The IHR published the Journal of Historical Review, which its critics - including the Anti-Defamation League, the Danish Center for Holocaust and Genocide Studies, and other scholars, such as Robert Hanyok, a National Security Agency historian - accused of being pseudo-scientific. Hanyok described IHR as "a well-known forum for that faction of scholars and researchers associated with a movement known as 'Holocaust denial'".

Jonathan Petropoulos wrote on The History Teacher that the "[journal] is shockingly racist and antisemitic: articles on 'America's Failed Racial Policy' and anti-Israel pieces accompany those about gas chambers... They clearly have no business claiming to be a continuation of the revisionist tradition, and should be referred to as 'Holocaust Deniers'."

Weber was the editor of JHR from 1992 to 2002, when the JHR ceased publication.
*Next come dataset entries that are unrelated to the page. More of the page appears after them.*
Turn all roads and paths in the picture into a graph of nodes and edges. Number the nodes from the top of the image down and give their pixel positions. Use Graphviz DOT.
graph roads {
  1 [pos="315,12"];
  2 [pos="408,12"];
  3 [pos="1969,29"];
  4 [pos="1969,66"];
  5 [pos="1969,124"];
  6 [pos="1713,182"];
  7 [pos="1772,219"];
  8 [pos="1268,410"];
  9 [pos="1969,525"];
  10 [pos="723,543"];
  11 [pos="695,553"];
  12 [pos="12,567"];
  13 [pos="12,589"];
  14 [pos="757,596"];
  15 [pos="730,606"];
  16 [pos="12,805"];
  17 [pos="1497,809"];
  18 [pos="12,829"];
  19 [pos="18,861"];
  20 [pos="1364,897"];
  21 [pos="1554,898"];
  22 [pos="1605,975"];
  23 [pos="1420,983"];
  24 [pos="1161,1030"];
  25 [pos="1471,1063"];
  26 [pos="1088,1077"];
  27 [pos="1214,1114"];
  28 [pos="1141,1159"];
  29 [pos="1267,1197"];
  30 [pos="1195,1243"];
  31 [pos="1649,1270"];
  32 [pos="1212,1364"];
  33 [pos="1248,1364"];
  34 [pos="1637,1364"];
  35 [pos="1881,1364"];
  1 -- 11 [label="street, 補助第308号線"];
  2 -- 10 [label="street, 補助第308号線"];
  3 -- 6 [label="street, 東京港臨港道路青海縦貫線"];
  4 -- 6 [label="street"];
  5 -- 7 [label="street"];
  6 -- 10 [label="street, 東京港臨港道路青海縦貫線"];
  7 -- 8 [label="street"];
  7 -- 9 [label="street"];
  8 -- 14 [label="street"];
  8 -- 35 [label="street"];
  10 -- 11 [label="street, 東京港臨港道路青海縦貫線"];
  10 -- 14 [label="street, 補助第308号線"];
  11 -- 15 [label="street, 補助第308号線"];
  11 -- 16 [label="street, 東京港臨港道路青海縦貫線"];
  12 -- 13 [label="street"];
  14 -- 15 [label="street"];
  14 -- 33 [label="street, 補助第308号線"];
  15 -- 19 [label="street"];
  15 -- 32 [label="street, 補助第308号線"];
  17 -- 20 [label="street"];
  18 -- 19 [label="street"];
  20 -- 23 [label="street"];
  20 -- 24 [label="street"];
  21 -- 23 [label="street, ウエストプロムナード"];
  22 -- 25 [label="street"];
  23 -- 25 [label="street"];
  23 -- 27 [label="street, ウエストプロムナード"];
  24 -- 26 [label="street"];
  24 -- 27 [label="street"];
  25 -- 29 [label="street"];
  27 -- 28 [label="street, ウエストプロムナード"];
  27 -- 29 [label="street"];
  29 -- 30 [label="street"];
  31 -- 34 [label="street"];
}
Since 2002, the IHR's main method of spreading its message has been through its website IHR Update and by e-mail.

== Bradley Smith and the CODOH ==
In 1987, Bradley R. Smith, a former media director of the Institute for Historical Review, founded the Committee for Open Debate on the Holocaust (CODOH). In the United States, CODOH has repeatedly attempted to place advertisements questioning whether the Holocaust happened, especially in college campus newspapers.

Bradley Smith took his message to college students—with little success. Smith referred to his tactics as the CODOH campus project. He said, "I don't want to spend time with adults anymore, I want to go to students. They are superficial. They are empty vessels to be filled." "What I wanted to do was I wanted to set forth three or four ideas that students might be interested in, that might cause them to think about things or to have questions about things. And I wanted to make it as simple as possible, and to set it up in a way that could not really be debated." Holocaust deniers have placed "Full-page advertisements in college and university newspapers, including those of Brandeis University, Boston College, Pennsylvania State University, and Queens College. Some of these ads arguing that the Holocaust never happened ran without comment; others generated op-ed pieces by professors and students". On September 8, 2009, student newspaper The Harvard Crimson ran a paid ad from Bradley R Smith. It was quickly criticized, and the editor issued an apology, saying publishing the ad was a mistake.